## ABOUT THIS TASK
When you retype the listing, keep every word exactly as it appears.

## DATA IN THIS EXERCISE

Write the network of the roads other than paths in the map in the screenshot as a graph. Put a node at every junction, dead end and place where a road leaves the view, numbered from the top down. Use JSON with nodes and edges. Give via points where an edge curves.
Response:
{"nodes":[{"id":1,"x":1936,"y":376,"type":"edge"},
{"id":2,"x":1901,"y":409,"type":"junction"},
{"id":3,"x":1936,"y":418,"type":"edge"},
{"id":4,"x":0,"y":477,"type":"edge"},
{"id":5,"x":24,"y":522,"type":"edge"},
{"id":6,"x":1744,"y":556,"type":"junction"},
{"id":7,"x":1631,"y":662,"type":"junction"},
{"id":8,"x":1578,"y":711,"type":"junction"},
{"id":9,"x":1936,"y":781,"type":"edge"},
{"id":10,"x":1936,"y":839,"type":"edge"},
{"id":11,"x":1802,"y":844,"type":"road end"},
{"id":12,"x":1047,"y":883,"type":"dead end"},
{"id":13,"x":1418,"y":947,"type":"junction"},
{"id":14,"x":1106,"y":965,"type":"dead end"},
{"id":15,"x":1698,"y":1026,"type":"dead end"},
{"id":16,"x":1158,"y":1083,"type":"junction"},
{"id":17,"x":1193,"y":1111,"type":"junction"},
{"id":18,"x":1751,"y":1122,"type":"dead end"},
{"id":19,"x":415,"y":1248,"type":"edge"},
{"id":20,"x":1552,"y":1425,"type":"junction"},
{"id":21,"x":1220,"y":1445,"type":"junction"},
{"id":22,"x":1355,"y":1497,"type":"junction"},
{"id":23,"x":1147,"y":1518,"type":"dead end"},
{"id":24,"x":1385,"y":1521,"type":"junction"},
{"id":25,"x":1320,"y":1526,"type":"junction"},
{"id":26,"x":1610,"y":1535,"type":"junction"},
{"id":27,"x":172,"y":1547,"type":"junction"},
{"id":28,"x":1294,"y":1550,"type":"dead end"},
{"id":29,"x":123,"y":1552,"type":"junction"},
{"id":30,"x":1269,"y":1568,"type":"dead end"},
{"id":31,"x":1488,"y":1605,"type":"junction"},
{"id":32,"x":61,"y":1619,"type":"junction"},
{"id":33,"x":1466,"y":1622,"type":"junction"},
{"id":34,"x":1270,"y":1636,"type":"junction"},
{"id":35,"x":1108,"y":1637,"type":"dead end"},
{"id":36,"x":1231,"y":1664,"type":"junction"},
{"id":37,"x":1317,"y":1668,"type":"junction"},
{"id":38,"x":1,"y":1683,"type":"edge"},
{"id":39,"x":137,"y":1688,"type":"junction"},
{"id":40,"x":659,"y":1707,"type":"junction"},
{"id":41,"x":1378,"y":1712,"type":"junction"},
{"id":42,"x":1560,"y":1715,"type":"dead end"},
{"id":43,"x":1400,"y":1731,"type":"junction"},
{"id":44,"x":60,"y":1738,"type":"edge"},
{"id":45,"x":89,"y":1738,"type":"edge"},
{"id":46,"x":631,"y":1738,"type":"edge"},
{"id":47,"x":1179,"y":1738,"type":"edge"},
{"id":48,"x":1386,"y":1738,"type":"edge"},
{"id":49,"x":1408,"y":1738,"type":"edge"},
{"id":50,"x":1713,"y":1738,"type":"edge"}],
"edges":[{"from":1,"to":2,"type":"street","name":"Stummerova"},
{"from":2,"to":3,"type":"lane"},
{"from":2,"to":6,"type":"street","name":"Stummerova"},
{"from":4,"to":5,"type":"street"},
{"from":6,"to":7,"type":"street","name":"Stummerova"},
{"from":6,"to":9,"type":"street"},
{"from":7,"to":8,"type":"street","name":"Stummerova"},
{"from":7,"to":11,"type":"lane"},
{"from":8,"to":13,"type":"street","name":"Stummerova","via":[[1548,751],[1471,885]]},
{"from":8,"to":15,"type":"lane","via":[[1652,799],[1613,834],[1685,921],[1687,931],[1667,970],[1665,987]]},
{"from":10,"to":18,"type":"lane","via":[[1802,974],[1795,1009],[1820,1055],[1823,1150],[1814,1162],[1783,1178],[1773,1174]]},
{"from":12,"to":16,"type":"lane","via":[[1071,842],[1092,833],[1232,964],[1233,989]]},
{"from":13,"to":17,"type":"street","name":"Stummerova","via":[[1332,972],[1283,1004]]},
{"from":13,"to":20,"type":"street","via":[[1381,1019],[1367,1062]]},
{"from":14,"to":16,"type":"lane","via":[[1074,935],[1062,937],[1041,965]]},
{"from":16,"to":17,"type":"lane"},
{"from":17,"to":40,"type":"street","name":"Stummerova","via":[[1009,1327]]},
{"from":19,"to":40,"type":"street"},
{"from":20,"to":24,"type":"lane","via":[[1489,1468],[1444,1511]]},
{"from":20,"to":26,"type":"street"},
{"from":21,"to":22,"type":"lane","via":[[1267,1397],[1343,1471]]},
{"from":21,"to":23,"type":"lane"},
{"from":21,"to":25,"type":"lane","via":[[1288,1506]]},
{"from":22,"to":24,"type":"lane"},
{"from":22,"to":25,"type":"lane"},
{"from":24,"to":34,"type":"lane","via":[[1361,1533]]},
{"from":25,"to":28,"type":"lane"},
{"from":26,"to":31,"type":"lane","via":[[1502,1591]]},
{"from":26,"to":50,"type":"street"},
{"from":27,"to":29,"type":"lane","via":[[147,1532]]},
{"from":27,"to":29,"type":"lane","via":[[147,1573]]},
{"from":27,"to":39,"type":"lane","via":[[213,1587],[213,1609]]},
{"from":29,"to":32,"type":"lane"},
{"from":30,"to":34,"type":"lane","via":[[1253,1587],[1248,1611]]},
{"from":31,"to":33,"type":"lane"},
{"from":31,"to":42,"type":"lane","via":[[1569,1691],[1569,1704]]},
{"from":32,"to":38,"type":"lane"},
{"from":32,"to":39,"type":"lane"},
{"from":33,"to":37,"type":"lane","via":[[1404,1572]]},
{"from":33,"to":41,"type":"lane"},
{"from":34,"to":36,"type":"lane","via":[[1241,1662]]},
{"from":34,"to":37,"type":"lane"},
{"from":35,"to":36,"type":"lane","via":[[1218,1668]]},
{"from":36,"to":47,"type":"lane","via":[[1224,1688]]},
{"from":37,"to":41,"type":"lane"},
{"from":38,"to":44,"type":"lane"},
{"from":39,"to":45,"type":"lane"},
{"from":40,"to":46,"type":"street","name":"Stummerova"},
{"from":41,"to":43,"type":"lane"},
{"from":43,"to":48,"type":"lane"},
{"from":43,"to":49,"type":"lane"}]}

## EXERCISE RESPONSE
Write the network of the roads other than paths in the map in the screenshot as a graph. Put a node at every junction, dead end and place where a road leaves the view, numbered from the top down. Use JSON with nodes and edges. Give via points where an edge curves.
Response:
{"nodes":[{"id":1,"x":1936,"y":376,"type":"edge"},
{"id":2,"x":1901,"y":409,"type":"junction"},
{"id":3,"x":1936,"y":418,"type":"edge"},
{"id":4,"x":0,"y":477,"type":"edge"},
{"id":5,"x":24,"y":522,"type":"edge"},
{"id":6,"x":1744,"y":556,"type":"junction"},
{"id":7,"x":1631,"y":662,"type":"junction"},
{"id":8,"x":1578,"y":711,"type":"junction"},
{"id":9,"x":1936,"y":781,"type":"edge"},
{"id":10,"x":1936,"y":839,"type":"edge"},
{"id":11,"x":1802,"y":844,"type":"road end"},
{"id":12,"x":1047,"y":883,"type":"dead end"},
{"id":13,"x":1418,"y":947,"type":"junction"},
{"id":14,"x":1106,"y":965,"type":"dead end"},
{"id":15,"x":1698,"y":1026,"type":"dead end"},
{"id":16,"x":1158,"y":1083,"type":"junction"},
{"id":17,"x":1193,"y":1111,"type":"junction"},
{"id":18,"x":1751,"y":1122,"type":"dead end"},
{"id":19,"x":415,"y":1248,"type":"edge"},
{"id":20,"x":1552,"y":1425,"type":"junction"},
{"id":21,"x":1220,"y":1445,"type":"junction"},
{"id":22,"x":1355,"y":1497,"type":"junction"},
{"id":23,"x":1147,"y":1518,"type":"dead end"},
{"id":24,"x":1385,"y":1521,"type":"junction"},
{"id":25,"x":1320,"y":1526,"type":"junction"},
{"id":26,"x":1610,"y":1535,"type":"junction"},
{"id":27,"x":172,"y":1547,"type":"junction"},
{"id":28,"x":1294,"y":1550,"type":"dead end"},
{"id":29,"x":123,"y":1552,"type":"junction"},
{"id":30,"x":1269,"y":1568,"type":"dead end"},
{"id":31,"x":1488,"y":1605,"type":"junction"},
{"id":32,"x":61,"y":1619,"type":"junction"},
{"id":33,"x":1466,"y":1622,"type":"junction"},
{"id":34,"x":1270,"y":1636,"type":"junction"},
{"id":35,"x":1108,"y":1637,"type":"dead end"},
{"id":36,"x":1231,"y":1664,"type":"junction"},
{"id":37,"x":1317,"y":1668,"type":"junction"},
{"id":38,"x":1,"y":1683,"type":"edge"},
{"id":39,"x":137,"y":1688,"type":"junction"},
{"id":40,"x":659,"y":1707,"type":"junction"},
{"id":41,"x":1378,"y":1712,"type":"junction"},
{"id":42,"x":1560,"y":1715,"type":"dead end"},
{"id":43,"x":1400,"y":1731,"type":"junction"},
{"id":44,"x":60,"y":1738,"type":"edge"},
{"id":45,"x":89,"y":1738,"type":"edge"},
{"id":46,"x":631,"y":1738,"type":"edge"},
{"id":47,"x":1179,"y":1738,"type":"edge"},
{"id":48,"x":1386,"y":1738,"type":"edge"},
{"id":49,"x":1408,"y":1738,"type":"edge"},
{"id":50,"x":1713,"y":1738,"type":"edge"}],
"edges":[{"from":1,"to":2,"type":"street","name":"Stummerova"},
{"from":2,"to":3,"type":"lane"},
{"from":2,"to":6,"type":"street","name":"Stummerova"},
{"from":4,"to":5,"type":"street"},
{"from":6,"to":7,"type":"street","name":"Stummerova"},
{"from":6,"to":9,"type":"street"},
{"from":7,"to":8,"type":"street","name":"Stummerova"},
{"from":7,"to":11,"type":"lane"},
{"from":8,"to":13,"type":"street","name":"Stummerova","via":[[1548,751],[1471,885]]},
{"from":8,"to":15,"type":"lane","via":[[1652,799],[1613,834],[1685,921],[1687,931],[1667,970],[1665,987]]},
{"from":10,"to":18,"type":"lane","via":[[1802,974],[1795,1009],[1820,1055],[1823,1150],[1814,1162],[1783,1178],[1773,1174]]},
{"from":12,"to":16,"type":"lane","via":[[1071,842],[1092,833],[1232,964],[1233,989]]},
{"from":13,"to":17,"type":"street","name":"Stummerova","via":[[1332,972],[1283,1004]]},
{"from":13,"to":20,"type":"street","via":[[1381,1019],[1367,1062]]},
{"from":14,"to":16,"type":"lane","via":[[1074,935],[1062,937],[1041,965]]},
{"from":16,"to":17,"type":"lane"},
{"from":17,"to":40,"type":"street","name":"Stummerova","via":[[1009,1327]]},
{"from":19,"to":40,"type":"street"},
{"from":20,"to":24,"type":"lane","via":[[1489,1468],[1444,1511]]},
{"from":20,"to":26,"type":"street"},
{"from":21,"to":22,"type":"lane","via":[[1267,1397],[1343,1471]]},
{"from":21,"to":23,"type":"lane"},
{"from":21,"to":25,"type":"lane","via":[[1288,1506]]},
{"from":22,"to":24,"type":"lane"},
{"from":22,"to":25,"type":"lane"},
{"from":24,"to":34,"type":"lane","via":[[1361,1533]]},
{"from":25,"to":28,"type":"lane"},
{"from":26,"to":31,"type":"lane","via":[[1502,1591]]},
{"from":26,"to":50,"type":"street"},
{"from":27,"to":29,"type":"lane","via":[[147,1532]]},
{"from":27,"to":29,"type":"lane","via":[[147,1573]]},
{"from":27,"to":39,"type":"lane","via":[[213,1587],[213,1609]]},
{"from":29,"to":32,"type":"lane"},
{"from":30,"to":34,"type":"lane","via":[[1253,1587],[1248,1611]]},
{"from":31,"to":33,"type":"lane"},
{"from":31,"to":42,"type":"lane","via":[[1569,1691],[1569,1704]]},
{"from":32,"to":38,"type":"lane"},
{"from":32,"to":39,"type":"lane"},
{"from":33,"to":37,"type":"lane","via":[[1404,1572]]},
{"from":33,"to":41,"type":"lane"},
{"from":34,"to":36,"type":"lane","via":[[1241,1662]]},
{"from":34,"to":37,"type":"lane"},
{"from":35,"to":36,"type":"lane","via":[[1218,1668]]},
{"from":36,"to":47,"type":"lane","via":[[1224,1688]]},
{"from":37,"to":41,"type":"lane"},
{"from":38,"to":44,"type":"lane"},
{"from":39,"to":45,"type":"lane"},
{"from":40,"to":46,"type":"street","name":"Stummerova"},
{"from":41,"to":43,"type":"lane"},
{"from":43,"to":48,"type":"lane"},
{"from":43,"to":49,"type":"lane"}]}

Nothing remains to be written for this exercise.